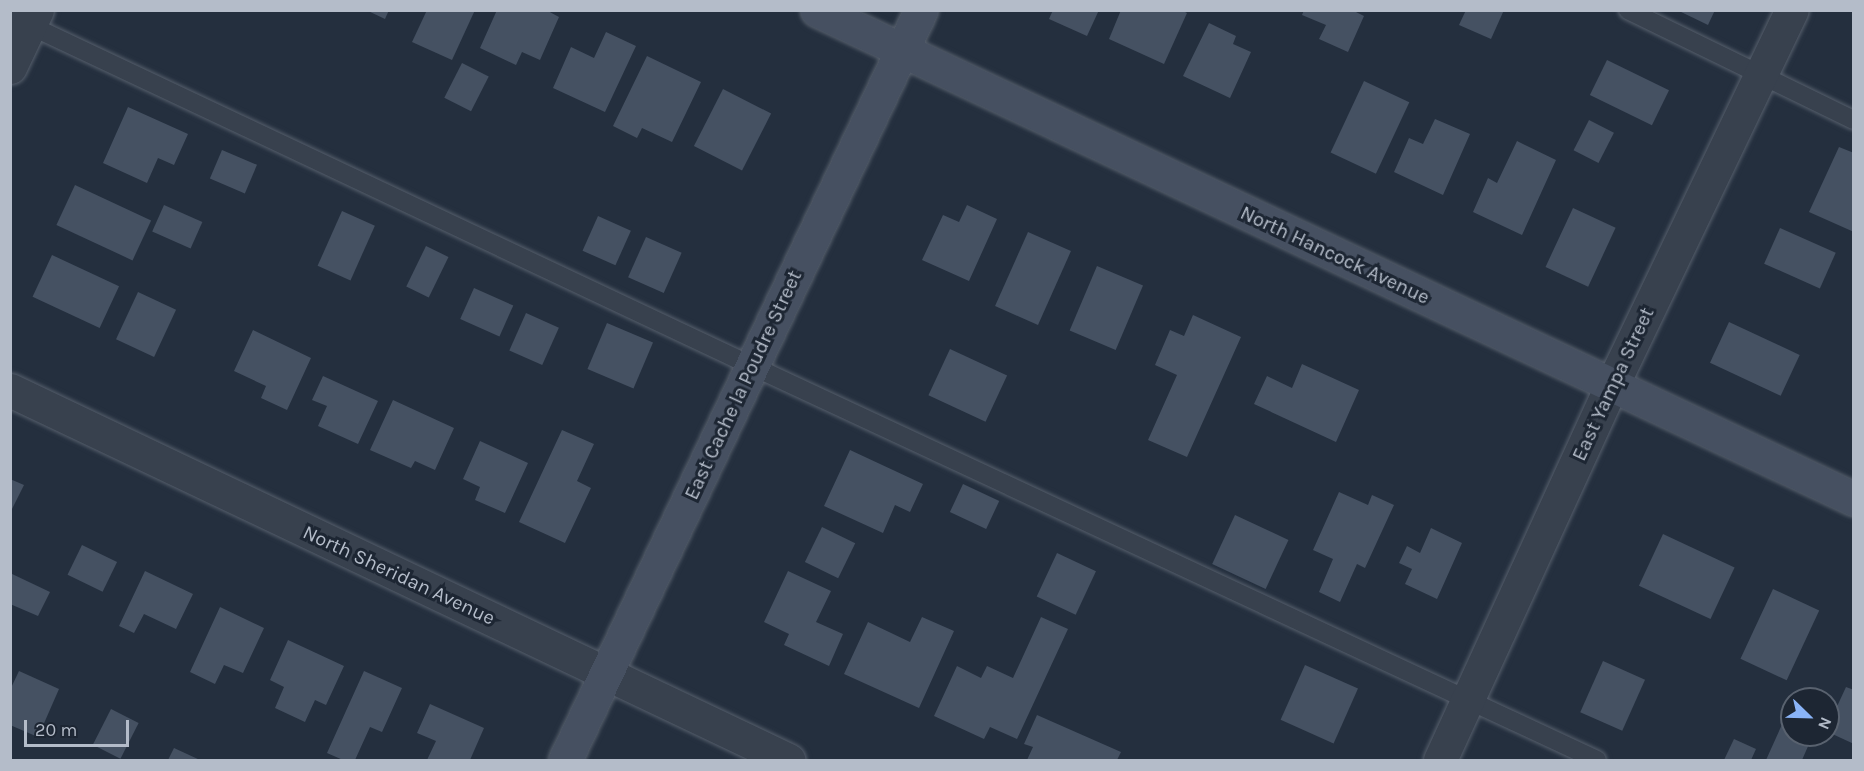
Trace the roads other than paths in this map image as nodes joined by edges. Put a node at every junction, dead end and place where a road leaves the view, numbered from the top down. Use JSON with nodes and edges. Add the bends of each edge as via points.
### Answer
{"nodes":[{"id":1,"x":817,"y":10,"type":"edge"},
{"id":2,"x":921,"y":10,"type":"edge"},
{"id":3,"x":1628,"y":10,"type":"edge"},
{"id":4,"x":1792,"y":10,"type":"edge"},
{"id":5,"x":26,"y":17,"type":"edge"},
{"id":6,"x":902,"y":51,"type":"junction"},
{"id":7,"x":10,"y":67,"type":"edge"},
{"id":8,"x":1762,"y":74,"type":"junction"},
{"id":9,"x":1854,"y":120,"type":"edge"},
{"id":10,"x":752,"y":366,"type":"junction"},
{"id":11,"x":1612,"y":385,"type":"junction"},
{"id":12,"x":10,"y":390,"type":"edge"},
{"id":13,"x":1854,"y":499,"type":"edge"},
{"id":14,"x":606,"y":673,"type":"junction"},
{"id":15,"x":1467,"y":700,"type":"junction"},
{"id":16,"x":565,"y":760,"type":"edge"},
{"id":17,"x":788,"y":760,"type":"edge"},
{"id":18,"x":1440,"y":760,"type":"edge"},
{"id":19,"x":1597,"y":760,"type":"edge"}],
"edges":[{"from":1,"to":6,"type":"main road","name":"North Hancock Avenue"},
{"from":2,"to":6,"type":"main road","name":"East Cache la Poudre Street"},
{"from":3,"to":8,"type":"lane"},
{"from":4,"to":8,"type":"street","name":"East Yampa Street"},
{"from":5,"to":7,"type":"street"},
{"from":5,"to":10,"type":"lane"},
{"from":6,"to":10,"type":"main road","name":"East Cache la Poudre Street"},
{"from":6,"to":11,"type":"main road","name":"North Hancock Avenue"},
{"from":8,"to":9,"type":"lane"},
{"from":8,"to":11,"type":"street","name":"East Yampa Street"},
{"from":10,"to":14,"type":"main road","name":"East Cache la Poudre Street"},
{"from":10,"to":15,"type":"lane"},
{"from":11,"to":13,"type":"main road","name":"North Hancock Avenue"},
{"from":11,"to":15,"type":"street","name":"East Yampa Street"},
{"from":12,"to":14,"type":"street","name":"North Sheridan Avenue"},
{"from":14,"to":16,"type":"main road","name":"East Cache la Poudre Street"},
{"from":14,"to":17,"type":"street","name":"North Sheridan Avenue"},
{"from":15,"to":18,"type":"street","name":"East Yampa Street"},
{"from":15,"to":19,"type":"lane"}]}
════
Repeat every record above exactly, but drop the pictures.

Response area:
Trace the roads other than paths in this map image as nodes joined by edges. Put a node at every junction, dead end and place where a road leaves the view, numbered from the top down. Use JSON with nodes and edges. Add the bends of each edge as via points.
### Answer
{"nodes":[{"id":1,"x":817,"y":10,"type":"edge"},
{"id":2,"x":921,"y":10,"type":"edge"},
{"id":3,"x":1628,"y":10,"type":"edge"},
{"id":4,"x":1792,"y":10,"type":"edge"},
{"id":5,"x":26,"y":17,"type":"edge"},
{"id":6,"x":902,"y":51,"type":"junction"},
{"id":7,"x":10,"y":67,"type":"edge"},
{"id":8,"x":1762,"y":74,"type":"junction"},
{"id":9,"x":1854,"y":120,"type":"edge"},
{"id":10,"x":752,"y":366,"type":"junction"},
{"id":11,"x":1612,"y":385,"type":"junction"},
{"id":12,"x":10,"y":390,"type":"edge"},
{"id":13,"x":1854,"y":499,"type":"edge"},
{"id":14,"x":606,"y":673,"type":"junction"},
{"id":15,"x":1467,"y":700,"type":"junction"},
{"id":16,"x":565,"y":760,"type":"edge"},
{"id":17,"x":788,"y":760,"type":"edge"},
{"id":18,"x":1440,"y":760,"type":"edge"},
{"id":19,"x":1597,"y":760,"type":"edge"}],
"edges":[{"from":1,"to":6,"type":"main road","name":"North Hancock Avenue"},
{"from":2,"to":6,"type":"main road","name":"East Cache la Poudre Street"},
{"from":3,"to":8,"type":"lane"},
{"from":4,"to":8,"type":"street","name":"East Yampa Street"},
{"from":5,"to":7,"type":"street"},
{"from":5,"to":10,"type":"lane"},
{"from":6,"to":10,"type":"main road","name":"East Cache la Poudre Street"},
{"from":6,"to":11,"type":"main road","name":"North Hancock Avenue"},
{"from":8,"to":9,"type":"lane"},
{"from":8,"to":11,"type":"street","name":"East Yampa Street"},
{"from":10,"to":14,"type":"main road","name":"East Cache la Poudre Street"},
{"from":10,"to":15,"type":"lane"},
{"from":11,"to":13,"type":"main road","name":"North Hancock Avenue"},
{"from":11,"to":15,"type":"street","name":"East Yampa Street"},
{"from":12,"to":14,"type":"street","name":"North Sheridan Avenue"},
{"from":14,"to":16,"type":"main road","name":"East Cache la Poudre Street"},
{"from":14,"to":17,"type":"street","name":"North Sheridan Avenue"},
{"from":15,"to":18,"type":"street","name":"East Yampa Street"},
{"from":15,"to":19,"type":"lane"}]}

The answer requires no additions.